By Grant Stoner | Staff Writer
Nintendo, I think it’s time that you and I had a little chat. I’ve been a devoted fan throughout my entire gaming life. I’ve purchased every system (including the egregiously inaccessible Wii) knowing that your vast array of titles will keep me entertained. However, your recent inabilities to accommodate disabled players has left me sick to my stomach.
Now, I will admit, you are trying. Your efforts to apply fully customizable controls to ARMS is admirable. However, one accessible game within your library is certainly not enough. Greater efforts need to be taken to ensure that your games are accessible, as well as enjoyable.
You already know how I feel about the Switch. Spending $350 for a rectangular paperweight was not an experience that I would like to repeat. The Legend of Zelda: Breath of the Wild marks the second game in the franchise that I have been unable to play. Yet my struggles did not come from an inability to utilize motion controls, but rather an inability to configure the buttons.
Could I forgive you for this lack of inclusion? Possibly. But your most recent game proves that you have yet to learn your lesson.
I am, of course, referring to the launch of Metroid: Samus Returns.
For over a decade, fans of the series, myself included, have been left wanting a proper Metroid game. With this remake of the classic Game Boy title, developer Mercury Steam has certainly delivered. Boasting an impressive 88 percent on Metacritic, Metroid: Samus Returns brings Samus Aran back to her roots by allowing gamers to traverse the ever-expanding caverns of SR388, while collecting an extensive list of power-ups and upgrades.
With this much praise, you may be asking yourself, “Grant, when can we expect a review?”

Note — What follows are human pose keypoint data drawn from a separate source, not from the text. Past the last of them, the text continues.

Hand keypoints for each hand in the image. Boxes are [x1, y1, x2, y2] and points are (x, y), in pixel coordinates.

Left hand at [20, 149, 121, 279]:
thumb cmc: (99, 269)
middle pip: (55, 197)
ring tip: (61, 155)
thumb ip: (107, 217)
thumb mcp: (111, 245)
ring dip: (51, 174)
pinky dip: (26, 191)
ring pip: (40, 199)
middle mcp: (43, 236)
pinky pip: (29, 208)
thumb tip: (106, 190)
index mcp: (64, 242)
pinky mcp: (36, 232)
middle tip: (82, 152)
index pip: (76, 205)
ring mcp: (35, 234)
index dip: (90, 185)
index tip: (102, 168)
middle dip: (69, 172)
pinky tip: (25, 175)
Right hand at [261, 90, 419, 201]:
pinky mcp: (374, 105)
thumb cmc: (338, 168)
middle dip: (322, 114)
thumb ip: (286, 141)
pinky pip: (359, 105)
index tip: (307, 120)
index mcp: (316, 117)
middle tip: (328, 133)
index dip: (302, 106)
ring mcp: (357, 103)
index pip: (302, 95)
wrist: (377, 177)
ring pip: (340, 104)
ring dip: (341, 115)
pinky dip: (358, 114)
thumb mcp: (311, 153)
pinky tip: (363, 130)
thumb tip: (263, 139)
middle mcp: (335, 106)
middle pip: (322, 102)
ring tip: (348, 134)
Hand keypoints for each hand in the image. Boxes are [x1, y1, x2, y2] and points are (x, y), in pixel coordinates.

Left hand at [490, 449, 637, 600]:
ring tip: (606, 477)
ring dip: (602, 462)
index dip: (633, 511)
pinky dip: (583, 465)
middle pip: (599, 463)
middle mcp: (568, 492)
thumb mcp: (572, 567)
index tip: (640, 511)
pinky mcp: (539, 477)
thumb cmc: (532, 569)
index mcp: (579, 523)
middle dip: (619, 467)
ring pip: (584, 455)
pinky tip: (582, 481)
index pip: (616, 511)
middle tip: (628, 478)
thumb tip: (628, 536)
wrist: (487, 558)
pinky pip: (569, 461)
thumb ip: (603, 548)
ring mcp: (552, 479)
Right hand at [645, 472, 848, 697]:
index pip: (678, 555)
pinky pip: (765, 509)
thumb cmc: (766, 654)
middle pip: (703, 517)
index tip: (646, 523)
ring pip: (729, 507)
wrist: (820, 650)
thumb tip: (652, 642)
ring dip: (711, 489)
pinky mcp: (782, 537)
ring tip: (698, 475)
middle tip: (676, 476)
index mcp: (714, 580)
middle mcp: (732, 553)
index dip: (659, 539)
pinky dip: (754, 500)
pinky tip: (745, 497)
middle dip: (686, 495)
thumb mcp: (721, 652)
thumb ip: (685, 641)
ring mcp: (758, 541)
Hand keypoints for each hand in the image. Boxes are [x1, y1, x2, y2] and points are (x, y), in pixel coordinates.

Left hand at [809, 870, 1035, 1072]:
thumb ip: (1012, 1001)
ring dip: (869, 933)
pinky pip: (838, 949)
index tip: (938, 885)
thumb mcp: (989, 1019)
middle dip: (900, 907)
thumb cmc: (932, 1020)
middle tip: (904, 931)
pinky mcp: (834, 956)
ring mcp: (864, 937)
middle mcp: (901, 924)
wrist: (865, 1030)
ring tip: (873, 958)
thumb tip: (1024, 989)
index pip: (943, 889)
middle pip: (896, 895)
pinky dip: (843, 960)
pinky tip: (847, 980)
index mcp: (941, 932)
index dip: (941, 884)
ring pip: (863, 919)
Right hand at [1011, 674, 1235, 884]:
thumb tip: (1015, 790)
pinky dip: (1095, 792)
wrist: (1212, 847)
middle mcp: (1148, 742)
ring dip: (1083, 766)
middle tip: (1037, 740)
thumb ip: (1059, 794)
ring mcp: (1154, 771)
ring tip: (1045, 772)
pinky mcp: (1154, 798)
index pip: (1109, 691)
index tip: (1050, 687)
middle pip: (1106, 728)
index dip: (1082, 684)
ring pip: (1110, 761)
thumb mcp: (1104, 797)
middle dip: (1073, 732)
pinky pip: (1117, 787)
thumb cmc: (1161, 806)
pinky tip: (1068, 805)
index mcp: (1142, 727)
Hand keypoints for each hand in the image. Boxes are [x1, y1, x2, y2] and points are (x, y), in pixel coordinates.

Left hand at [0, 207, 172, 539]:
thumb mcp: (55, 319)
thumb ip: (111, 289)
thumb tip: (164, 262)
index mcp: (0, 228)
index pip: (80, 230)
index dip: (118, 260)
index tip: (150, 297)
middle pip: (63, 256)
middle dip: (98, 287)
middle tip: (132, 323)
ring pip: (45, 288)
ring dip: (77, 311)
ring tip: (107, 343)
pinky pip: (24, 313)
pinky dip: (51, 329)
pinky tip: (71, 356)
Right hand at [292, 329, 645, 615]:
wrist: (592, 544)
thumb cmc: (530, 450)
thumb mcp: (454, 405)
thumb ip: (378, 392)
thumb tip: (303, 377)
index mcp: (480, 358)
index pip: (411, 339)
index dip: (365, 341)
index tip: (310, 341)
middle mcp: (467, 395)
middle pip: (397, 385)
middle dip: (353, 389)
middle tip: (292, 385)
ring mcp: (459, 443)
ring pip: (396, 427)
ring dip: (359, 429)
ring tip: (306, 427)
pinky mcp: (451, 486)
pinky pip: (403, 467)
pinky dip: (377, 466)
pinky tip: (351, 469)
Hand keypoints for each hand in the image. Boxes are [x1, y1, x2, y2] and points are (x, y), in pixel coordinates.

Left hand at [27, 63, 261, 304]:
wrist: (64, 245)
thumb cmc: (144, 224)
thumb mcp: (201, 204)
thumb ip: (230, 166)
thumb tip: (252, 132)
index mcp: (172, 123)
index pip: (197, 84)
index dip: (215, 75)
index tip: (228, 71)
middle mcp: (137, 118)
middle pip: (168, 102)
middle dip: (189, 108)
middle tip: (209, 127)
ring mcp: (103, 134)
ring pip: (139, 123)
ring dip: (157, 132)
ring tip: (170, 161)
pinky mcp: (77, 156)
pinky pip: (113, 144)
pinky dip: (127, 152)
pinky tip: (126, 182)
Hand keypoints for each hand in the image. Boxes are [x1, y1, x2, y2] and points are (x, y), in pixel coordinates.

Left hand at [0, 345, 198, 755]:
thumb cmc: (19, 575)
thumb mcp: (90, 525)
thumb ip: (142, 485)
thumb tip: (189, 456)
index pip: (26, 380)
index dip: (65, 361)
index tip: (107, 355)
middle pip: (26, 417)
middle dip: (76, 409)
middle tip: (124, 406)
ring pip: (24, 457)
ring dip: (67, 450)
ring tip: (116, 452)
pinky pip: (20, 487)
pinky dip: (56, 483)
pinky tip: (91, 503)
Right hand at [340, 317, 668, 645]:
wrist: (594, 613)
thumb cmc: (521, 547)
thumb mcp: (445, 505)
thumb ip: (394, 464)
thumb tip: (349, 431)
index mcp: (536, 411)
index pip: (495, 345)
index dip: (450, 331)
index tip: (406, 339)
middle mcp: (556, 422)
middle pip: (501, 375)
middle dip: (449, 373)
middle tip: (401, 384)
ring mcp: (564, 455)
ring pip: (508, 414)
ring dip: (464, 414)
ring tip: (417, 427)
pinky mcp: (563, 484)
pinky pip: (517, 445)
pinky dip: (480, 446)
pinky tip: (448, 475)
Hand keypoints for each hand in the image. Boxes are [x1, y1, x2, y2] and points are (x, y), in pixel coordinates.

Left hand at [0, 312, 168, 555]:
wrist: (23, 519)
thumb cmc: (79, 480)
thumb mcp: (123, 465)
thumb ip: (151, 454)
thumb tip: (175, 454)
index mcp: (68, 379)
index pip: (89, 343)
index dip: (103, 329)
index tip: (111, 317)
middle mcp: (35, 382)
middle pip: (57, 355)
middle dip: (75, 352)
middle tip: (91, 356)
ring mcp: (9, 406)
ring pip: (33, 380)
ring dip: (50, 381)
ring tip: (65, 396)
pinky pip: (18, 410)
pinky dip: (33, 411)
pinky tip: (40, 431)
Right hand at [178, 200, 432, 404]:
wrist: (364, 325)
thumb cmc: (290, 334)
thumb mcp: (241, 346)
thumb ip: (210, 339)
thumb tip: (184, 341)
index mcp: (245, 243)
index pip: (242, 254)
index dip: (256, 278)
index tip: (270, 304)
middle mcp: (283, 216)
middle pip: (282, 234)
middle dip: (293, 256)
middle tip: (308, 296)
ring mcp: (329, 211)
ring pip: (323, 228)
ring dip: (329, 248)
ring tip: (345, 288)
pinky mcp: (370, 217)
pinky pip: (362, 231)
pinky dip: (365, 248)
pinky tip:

Once again, Nintendo, you have demonstrated that you are unwilling to accommodate disabled gamers. Metroid: Samus Returns makes it abundantly clear that both shoulder buttons must be used on the Nintendo 3DS. The “R” bumper is relegated to activating missiles, a feature that cannot be ignored for any Metroid title, while the “L” bumper activates a new form, allowing Samus to freely engage any enemy. Traditionally played on a 2D plane, Metroid: Samus Returns enables the fearless bounty hunter to enter “Free Aim” mode, allowing her to fire in a 360 degree zone. While holding down the “L” button, Samus can destroy environments, defeat roaming monsters and even scan her surroundings to search for hidden upgrades.
My twisted and mangled hands prevent me from ever reaching these two immensely important buttons. But what truly angers me about this situation is why on this inaccessible green Earth didn’t Mercury Steam, or Nintendo, for that matter, provide gamers with an option to toggle these features On the 3DS’ touch screen? Nintendo has regularly implemented actions on every device that comes with a touch screen. Aside from motion controls, touch screens are their gimmick. Yet, with Metroid: Samus Returns, the 3DS’ second screen has been reduced to not much more than a map. What could have been a valuable tool for me, and other people like me, is stripped of much of its potential.
I am well aware that implementing accessible options takes time. In fact, some developers may fear that adding these accommodations could possibly delay the launch of their game. However, knowing that Sony and Microsoft, arguably your two biggest competitors, have already applied accessible features, it baffles me as to why you continue to ignore a significant population of the gaming community. If this behavior keeps up, I think it would be best if we took a break.